More dangerous is another group, those who pretend to be fair, reasonable, moderate but then make arguments such as this:
"Israel is an independent country; who are we (Americans) to tell it what to do, where its citizens should live, how it should negotiate?"
That, we must all admit, is a perfectly beautiful sentiment. If those who mouth these words to conceal their obsequiously Likudnik beliefs only believed what they say!
If the U.S. adopted a neutral position, then this might indeed be a logical and just stance for the U.S. to take. But that would require either that we stop fueling the Israeli military machine and stop underwriting the Israeli economy (not to mention making up for all the advantages Israel has accrued through past U.S. pro-Israeli bias). Then, yes, who would we be to tell independent Israel what to do?

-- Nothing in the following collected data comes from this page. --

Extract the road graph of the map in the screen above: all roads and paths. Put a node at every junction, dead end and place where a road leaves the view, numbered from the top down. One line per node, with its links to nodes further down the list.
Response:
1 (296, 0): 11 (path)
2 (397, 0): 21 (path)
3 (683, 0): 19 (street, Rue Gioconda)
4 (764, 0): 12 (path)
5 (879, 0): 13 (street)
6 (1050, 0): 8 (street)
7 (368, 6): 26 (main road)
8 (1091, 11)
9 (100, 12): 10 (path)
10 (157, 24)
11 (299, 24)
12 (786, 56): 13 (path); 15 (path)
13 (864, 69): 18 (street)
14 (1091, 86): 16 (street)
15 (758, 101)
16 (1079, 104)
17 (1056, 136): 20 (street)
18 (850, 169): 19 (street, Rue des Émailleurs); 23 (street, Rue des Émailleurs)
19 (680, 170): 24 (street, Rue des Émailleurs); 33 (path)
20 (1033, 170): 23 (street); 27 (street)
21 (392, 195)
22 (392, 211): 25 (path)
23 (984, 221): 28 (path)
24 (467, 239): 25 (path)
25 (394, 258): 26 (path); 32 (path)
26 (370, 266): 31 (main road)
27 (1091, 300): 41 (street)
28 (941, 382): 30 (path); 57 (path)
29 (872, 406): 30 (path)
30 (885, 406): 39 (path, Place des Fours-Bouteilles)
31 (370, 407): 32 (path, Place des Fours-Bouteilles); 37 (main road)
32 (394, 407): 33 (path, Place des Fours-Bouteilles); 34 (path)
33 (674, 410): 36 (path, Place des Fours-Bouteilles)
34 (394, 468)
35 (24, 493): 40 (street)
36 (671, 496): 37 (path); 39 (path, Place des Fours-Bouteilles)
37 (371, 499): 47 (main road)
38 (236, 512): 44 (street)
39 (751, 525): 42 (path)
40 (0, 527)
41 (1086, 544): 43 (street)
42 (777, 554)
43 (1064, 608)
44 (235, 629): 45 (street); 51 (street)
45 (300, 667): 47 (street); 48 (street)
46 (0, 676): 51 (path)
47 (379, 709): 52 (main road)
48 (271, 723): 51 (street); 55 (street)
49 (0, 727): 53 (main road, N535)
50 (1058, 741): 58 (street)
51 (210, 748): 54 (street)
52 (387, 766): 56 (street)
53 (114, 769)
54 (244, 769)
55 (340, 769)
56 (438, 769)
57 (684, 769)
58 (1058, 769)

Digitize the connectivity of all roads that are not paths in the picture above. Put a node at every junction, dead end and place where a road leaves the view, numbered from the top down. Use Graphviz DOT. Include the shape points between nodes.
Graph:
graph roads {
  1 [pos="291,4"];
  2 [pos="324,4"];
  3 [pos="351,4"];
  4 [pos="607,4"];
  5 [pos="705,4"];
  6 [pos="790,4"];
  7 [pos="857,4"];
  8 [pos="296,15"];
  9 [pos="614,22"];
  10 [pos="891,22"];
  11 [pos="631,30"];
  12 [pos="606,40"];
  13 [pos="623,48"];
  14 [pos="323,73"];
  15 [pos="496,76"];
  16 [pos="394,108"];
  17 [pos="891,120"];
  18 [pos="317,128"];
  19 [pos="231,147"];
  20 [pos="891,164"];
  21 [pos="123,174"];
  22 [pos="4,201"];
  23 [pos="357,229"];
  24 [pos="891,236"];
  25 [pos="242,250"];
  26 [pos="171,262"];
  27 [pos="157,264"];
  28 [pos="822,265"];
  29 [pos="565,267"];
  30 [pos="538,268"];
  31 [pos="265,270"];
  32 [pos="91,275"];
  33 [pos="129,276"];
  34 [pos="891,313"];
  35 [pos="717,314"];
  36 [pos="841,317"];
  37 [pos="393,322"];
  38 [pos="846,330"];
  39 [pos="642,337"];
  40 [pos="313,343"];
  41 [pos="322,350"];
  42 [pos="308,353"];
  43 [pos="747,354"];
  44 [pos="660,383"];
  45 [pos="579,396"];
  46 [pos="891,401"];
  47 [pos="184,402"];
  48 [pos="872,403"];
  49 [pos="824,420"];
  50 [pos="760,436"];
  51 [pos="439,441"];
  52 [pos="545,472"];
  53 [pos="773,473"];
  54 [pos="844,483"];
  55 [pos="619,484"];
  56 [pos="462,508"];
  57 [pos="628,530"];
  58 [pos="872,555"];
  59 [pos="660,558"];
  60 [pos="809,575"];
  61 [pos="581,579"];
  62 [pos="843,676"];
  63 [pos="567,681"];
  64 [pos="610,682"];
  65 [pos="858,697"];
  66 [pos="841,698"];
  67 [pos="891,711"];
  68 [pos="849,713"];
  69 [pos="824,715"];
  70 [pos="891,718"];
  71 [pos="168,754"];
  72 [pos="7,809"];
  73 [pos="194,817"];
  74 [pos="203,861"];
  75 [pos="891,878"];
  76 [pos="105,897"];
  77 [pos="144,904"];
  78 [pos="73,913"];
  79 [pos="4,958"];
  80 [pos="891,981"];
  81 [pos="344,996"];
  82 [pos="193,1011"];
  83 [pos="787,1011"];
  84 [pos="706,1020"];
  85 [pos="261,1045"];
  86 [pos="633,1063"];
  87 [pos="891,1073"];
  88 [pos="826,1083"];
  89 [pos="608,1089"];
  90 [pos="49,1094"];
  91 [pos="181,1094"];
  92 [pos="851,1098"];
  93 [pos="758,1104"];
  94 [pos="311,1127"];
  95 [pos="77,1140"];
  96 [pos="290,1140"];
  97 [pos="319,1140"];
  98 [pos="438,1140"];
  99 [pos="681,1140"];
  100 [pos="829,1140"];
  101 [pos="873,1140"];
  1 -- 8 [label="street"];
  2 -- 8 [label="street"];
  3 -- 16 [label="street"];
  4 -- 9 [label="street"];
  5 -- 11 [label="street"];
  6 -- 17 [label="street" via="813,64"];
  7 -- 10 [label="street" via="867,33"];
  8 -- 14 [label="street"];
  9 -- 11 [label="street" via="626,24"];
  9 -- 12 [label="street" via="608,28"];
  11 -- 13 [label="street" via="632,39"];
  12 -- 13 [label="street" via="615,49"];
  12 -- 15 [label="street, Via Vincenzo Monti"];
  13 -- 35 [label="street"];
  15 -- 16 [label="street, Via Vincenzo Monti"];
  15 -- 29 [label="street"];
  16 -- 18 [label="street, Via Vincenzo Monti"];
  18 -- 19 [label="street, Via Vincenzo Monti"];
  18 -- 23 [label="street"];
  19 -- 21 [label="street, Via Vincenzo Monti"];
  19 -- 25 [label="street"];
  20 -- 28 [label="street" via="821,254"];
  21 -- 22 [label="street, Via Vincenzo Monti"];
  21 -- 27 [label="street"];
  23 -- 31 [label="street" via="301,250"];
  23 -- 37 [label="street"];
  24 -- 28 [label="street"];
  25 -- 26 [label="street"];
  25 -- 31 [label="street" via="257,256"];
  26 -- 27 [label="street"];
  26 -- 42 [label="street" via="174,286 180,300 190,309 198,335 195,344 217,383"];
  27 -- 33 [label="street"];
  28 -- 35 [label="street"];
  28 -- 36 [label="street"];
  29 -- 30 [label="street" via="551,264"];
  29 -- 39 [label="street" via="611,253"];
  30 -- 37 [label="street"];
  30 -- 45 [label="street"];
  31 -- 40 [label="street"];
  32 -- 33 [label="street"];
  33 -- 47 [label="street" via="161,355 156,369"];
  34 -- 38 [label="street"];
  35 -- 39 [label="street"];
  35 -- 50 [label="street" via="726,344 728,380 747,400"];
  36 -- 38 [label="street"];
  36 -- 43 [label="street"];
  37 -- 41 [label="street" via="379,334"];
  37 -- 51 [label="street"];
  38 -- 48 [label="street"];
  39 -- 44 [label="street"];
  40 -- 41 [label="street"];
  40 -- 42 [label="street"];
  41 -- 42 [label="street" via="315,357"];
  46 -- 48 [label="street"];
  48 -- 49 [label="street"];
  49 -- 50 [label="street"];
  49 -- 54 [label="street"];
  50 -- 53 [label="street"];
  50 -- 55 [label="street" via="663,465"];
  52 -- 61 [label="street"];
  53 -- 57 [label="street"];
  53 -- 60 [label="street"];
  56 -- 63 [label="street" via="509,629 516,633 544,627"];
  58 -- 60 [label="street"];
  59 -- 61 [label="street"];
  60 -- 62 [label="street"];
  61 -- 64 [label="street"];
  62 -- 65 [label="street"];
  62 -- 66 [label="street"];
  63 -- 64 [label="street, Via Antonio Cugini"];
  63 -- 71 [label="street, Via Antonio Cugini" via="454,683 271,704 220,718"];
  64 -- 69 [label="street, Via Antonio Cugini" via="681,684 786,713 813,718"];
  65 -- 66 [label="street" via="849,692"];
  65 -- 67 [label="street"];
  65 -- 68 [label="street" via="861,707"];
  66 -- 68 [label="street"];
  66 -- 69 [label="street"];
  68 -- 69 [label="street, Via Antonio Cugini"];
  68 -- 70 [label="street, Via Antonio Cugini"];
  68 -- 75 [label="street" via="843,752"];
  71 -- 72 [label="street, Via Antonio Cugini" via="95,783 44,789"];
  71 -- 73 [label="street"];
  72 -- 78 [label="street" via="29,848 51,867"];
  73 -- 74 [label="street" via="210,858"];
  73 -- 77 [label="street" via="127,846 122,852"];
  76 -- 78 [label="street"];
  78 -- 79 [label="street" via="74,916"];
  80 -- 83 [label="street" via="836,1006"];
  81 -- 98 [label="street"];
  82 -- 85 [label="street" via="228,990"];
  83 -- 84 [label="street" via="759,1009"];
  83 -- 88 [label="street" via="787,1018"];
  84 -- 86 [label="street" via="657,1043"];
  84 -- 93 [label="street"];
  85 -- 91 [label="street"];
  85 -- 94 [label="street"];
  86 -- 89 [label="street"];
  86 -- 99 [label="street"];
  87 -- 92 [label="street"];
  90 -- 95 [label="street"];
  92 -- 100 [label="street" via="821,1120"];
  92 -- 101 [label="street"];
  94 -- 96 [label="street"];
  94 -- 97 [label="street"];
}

But the reality is that there is no such entity as "the independent state of Israel." When Israeli storehouses are stocked with American bunker-buster weapons of mass destruction provided by the U.S. and U.S. long-range jet bombers; when the U.S. rushes jet fuel to Israeli jets attacking Lebanon; when the U.S. pretends it does not see Israeli collective punishment of 1.5 million Gazan civilians under the thumb of Hamas...to speak of an "independent" Israel is simply mendacious.
There are Israelis who would like to be independent. There are Israelis who recall the original pioneering spirit. There are even Israelis who at least know that far in the past (the 1930s and even in 1948 as the Zionist military units were starting the ethnic cleansing campaign), Jews and Arabs lived together as neighbors in villages across Palestine.
To care about Israel is not the same as to support a rightwing, bellicose military machine demanding hegemony over the Mideast. And if the U.S. is determined to sponsor such a machine, then it absolutely has the right to tell it what to do. If Israelis prefer independence, then let them stop asking for handouts.